**Task directions:** Within the data below, how many lines contain "女書空間"? Reply with the number only.

========================

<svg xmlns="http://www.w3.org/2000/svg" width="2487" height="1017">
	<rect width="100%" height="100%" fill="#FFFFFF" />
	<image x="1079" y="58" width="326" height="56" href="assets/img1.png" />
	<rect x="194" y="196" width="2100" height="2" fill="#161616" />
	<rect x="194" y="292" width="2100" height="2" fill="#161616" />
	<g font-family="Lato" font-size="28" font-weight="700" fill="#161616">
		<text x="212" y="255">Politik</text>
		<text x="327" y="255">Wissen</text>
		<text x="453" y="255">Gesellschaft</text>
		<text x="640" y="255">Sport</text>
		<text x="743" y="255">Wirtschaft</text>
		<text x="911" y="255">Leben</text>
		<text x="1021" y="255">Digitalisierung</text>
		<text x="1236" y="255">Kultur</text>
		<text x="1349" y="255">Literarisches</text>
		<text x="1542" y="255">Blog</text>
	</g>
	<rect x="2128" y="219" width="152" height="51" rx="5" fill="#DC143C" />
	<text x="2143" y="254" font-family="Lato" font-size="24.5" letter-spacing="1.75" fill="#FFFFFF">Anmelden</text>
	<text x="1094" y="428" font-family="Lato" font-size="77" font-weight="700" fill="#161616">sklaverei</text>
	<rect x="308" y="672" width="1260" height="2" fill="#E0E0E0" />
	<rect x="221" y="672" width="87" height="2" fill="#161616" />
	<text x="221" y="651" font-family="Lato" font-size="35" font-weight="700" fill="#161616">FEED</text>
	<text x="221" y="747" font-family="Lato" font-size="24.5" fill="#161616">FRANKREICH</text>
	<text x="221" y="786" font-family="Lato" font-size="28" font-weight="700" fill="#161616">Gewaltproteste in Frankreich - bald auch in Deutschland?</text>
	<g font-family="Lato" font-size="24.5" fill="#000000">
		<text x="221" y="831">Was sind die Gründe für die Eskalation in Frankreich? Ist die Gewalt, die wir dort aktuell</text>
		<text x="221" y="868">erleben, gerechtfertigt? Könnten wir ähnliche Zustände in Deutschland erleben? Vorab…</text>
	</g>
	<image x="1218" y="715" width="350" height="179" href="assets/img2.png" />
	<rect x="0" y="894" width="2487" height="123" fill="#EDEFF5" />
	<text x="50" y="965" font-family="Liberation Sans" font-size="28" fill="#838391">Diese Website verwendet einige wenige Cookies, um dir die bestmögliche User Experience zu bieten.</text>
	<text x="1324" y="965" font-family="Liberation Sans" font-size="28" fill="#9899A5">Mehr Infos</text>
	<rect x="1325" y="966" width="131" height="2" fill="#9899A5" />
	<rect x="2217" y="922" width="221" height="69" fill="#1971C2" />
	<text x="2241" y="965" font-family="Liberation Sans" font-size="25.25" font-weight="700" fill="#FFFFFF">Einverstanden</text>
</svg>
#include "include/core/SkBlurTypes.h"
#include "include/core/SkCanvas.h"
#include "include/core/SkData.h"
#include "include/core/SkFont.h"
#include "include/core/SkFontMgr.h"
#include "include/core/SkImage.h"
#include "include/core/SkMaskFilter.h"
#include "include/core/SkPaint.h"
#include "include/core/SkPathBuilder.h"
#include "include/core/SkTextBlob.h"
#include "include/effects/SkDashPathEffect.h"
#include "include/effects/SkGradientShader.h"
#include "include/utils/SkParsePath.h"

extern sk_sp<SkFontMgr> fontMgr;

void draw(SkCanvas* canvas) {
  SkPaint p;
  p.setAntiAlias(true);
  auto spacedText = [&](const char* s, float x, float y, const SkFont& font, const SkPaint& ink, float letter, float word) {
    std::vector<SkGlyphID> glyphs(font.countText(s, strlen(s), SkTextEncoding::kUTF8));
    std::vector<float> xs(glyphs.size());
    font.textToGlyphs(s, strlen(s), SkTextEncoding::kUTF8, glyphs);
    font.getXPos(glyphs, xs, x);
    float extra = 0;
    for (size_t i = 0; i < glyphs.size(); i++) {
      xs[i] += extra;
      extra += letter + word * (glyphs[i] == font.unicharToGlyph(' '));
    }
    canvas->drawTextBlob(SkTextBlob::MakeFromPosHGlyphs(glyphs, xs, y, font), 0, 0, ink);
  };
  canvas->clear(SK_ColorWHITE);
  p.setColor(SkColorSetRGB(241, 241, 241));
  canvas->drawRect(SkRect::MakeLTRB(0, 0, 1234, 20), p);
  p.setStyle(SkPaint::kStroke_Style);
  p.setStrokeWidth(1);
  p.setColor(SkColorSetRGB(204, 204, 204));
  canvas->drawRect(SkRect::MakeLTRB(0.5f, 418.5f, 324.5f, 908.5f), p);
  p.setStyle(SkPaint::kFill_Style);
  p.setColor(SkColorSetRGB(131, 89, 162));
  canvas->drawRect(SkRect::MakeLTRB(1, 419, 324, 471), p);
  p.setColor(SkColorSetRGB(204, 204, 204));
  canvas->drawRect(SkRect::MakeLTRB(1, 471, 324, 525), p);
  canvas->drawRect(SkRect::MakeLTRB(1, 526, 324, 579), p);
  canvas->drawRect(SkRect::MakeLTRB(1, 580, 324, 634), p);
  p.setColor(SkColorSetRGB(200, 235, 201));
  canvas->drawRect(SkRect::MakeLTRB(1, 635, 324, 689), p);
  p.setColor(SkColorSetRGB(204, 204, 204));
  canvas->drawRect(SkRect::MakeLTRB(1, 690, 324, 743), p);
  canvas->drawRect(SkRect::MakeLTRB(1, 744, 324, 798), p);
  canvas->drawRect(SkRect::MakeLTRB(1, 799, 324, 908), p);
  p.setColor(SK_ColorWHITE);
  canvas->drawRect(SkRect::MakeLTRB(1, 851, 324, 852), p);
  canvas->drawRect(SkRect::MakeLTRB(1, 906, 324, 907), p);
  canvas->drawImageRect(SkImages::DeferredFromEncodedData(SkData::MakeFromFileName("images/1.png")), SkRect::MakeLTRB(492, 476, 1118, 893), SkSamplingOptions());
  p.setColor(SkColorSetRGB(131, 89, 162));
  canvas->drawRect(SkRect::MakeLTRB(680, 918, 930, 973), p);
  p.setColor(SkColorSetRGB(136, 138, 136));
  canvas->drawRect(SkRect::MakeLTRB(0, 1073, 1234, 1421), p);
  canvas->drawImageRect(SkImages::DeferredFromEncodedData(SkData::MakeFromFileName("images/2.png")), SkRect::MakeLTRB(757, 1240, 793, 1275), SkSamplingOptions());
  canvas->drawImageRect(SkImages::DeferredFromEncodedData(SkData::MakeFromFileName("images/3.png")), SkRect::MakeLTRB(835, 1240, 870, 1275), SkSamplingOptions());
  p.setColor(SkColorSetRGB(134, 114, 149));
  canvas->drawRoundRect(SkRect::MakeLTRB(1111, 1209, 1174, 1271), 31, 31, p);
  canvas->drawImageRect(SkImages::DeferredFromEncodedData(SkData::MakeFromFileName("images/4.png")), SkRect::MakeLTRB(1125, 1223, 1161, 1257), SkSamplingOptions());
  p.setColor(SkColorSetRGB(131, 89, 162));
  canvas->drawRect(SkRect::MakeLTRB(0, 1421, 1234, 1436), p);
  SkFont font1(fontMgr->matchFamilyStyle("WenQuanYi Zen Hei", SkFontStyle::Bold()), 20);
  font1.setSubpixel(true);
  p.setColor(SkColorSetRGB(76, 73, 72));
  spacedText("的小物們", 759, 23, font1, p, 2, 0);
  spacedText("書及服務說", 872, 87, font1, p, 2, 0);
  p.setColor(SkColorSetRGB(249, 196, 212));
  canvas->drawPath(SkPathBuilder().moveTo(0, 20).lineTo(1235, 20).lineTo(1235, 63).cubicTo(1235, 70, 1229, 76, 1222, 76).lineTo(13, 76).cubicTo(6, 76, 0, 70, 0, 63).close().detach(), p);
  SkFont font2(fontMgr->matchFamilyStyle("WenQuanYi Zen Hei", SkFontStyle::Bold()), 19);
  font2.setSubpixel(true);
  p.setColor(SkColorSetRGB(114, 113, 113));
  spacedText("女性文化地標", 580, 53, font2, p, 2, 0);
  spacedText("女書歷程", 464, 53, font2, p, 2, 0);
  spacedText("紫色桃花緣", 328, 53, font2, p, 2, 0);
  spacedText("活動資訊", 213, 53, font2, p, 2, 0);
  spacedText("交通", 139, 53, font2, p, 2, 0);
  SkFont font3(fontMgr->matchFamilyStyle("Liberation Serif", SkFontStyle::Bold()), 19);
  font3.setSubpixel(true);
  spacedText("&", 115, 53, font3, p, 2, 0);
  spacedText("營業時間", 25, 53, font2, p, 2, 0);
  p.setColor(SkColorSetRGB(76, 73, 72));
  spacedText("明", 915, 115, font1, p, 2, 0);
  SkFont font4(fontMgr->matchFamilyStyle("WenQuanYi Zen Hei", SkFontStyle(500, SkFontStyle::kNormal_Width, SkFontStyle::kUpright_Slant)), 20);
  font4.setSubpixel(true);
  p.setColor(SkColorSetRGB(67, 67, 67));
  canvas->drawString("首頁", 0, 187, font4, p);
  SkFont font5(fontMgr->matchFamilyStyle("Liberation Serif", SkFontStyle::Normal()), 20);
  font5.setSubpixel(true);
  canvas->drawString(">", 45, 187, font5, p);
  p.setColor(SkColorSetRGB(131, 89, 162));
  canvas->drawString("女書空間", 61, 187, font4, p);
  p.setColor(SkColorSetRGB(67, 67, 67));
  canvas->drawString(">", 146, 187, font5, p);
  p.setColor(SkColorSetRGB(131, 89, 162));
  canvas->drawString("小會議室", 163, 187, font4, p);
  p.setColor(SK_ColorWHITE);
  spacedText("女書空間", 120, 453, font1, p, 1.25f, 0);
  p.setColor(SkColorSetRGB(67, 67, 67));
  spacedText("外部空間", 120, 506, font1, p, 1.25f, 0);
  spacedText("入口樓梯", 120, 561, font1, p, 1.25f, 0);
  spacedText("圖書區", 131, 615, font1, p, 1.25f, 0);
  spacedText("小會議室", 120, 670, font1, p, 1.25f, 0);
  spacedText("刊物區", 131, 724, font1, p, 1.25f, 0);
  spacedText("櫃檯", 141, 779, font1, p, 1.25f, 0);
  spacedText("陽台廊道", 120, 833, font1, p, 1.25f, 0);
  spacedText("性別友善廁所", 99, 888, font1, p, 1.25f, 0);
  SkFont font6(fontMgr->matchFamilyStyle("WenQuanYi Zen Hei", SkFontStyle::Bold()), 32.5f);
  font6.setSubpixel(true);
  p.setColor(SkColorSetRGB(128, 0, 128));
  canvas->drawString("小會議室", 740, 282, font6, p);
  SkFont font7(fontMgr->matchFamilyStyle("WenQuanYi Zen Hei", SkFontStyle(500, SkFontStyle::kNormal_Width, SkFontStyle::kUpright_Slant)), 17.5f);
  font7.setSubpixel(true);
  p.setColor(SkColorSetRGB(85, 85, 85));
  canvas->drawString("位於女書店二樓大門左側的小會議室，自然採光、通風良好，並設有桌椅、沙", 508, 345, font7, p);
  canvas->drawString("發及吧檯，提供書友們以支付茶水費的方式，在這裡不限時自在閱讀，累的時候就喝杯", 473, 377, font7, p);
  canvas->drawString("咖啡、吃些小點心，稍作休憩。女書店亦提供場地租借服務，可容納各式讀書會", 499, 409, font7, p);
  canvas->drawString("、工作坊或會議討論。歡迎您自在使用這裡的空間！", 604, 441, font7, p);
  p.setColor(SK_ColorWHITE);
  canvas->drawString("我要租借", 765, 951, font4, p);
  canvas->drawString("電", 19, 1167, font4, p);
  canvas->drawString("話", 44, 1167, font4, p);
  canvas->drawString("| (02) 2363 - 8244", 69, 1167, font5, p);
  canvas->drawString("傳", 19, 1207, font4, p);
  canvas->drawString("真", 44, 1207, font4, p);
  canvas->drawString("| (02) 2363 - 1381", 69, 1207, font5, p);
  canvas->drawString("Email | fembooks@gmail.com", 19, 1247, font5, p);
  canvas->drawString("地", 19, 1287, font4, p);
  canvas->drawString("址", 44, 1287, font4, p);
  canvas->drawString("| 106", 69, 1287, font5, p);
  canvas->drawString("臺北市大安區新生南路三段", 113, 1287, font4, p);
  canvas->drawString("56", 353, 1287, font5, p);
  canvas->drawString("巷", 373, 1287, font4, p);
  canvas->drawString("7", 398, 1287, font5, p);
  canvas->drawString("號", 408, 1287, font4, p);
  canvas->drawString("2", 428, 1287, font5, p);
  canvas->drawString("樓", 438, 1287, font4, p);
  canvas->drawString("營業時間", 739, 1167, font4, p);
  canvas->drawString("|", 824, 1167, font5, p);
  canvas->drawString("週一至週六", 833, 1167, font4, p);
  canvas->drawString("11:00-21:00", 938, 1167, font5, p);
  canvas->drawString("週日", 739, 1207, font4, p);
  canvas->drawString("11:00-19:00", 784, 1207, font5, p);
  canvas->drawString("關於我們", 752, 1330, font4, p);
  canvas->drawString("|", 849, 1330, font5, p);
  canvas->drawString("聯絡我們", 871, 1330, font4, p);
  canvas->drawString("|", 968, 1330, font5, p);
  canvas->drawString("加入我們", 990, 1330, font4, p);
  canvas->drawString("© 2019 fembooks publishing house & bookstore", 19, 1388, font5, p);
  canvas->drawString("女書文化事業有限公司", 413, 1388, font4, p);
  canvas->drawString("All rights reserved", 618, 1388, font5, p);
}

========================

**Task solution:** 2